In the normal way Wall Street works, there are lots of varieties of both sale and distribution–a portion of the shares of C, all the shares of C, or a portion now followed by the rest later. In perhaps the most complicated case, a partial distribution cum IPO can be followed by a sale of the remainder into the open market. This means the proceeds of the follow-on sale go to the corporate coffers of AB.
This can happen in a number of ways. The one I’ll write about today is for publicly traded companies only. It’s the portfolio effect.
It’s the idea that any publicly traded multi-line company is like a portfolio of mono-line firms in the eyes of a professional equity portfolio manager who might be thinking of buying shares for his clients.
A PM may be looking to establish a position in industry A. Maybe he thinks that low oil prices will be with us for longer than most people think and that he should add to his holdings in petrochemical companies because of this. He’s interested in pure petrochemicals plays. At the same time, he does not want exposure to oil and gas exploration and production. So a hydrocarbon conglomerate like any of the large integrated oil companies–which have both exploration and chemicals–raises conflicting emotions.
He is willing to pay a full price for the chemicals …but you have to compensate him for being forced to take the exploration business he doesn’t want..
At the same time, there may be PMs with the opposite view. They’re willing to pay up for the exploration but don’t want the chemicals at all.
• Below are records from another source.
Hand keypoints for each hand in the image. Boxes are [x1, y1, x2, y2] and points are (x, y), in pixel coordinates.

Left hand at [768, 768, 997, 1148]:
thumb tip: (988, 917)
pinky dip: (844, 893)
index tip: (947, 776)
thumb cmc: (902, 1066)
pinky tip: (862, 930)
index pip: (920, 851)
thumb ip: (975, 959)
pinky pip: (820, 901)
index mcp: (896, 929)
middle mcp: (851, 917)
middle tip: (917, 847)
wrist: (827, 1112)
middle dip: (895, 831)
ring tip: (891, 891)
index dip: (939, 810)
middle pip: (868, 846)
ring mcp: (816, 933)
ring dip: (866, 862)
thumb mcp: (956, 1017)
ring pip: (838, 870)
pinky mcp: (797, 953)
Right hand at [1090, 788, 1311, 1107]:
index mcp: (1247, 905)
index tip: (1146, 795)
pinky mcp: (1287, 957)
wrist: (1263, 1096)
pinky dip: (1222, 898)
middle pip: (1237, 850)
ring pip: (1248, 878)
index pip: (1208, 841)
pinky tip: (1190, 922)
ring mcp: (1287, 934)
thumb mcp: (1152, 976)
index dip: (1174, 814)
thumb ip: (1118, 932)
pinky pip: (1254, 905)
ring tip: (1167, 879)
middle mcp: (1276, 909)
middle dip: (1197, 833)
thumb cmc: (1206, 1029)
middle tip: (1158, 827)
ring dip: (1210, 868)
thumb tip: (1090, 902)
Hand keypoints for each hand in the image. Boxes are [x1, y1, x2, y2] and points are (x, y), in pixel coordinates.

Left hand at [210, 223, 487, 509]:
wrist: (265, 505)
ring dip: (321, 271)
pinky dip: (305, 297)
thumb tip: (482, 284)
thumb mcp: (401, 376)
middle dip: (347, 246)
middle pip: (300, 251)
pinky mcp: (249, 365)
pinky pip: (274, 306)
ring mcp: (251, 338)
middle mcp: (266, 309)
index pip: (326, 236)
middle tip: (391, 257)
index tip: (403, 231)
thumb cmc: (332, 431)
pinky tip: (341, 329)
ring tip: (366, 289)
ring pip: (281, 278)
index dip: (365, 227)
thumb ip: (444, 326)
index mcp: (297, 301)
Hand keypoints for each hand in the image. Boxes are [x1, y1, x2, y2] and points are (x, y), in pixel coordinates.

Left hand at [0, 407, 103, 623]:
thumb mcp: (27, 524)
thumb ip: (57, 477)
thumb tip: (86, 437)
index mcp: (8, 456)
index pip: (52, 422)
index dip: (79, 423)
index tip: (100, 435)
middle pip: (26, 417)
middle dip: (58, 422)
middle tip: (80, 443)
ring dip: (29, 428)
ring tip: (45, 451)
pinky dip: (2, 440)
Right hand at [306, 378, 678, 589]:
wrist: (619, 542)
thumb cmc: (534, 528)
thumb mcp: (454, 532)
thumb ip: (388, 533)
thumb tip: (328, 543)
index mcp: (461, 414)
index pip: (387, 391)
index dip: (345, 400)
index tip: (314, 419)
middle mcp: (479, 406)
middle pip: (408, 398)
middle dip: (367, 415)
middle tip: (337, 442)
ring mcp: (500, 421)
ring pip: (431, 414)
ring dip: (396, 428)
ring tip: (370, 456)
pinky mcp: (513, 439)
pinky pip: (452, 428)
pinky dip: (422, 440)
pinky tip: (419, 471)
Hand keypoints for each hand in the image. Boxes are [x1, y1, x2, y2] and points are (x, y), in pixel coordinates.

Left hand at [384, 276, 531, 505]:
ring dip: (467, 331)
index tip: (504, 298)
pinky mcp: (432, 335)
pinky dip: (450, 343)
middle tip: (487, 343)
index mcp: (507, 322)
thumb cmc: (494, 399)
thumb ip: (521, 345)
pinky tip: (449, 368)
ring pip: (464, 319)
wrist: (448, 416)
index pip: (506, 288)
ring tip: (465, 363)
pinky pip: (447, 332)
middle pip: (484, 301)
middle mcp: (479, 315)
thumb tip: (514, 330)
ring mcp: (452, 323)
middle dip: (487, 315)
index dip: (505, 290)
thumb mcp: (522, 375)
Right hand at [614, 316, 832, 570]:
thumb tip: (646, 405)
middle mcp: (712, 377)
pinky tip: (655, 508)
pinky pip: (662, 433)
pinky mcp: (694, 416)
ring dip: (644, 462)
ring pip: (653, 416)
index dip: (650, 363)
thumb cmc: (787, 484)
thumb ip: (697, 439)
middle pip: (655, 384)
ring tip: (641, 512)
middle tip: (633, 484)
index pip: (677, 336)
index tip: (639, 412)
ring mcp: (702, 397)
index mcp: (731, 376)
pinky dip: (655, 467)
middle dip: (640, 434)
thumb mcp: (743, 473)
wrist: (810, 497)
Both PMs are stuck with stuff they actively don’t want if they buy the conglomerate. So, in theory–and most often in practice–the stock market value of the business AB is less than if both A and B traded separately.
One might argue that there’s some hedging value to having both a part that benefits from higher hydrocarbon prices and one that benefits from lower. Maybe, although it’s not my cup of tea.
Even so, there are plenty of companies with completely unconnected lines. Take Swire Pacific in Hong Kong. The modern iteration of one of the old British opium companies, it consists basically of property and an airline, Cathay Pacific. When it announced years ago it was spinning off a portion of the airline– creating a pure play transportation stock + a purer property play, the stock went up by 40% in anticipation of the portfolio effect. Airline buyers would no longer be stuck with office buildings; property buyers would no longer be stuck with an airline.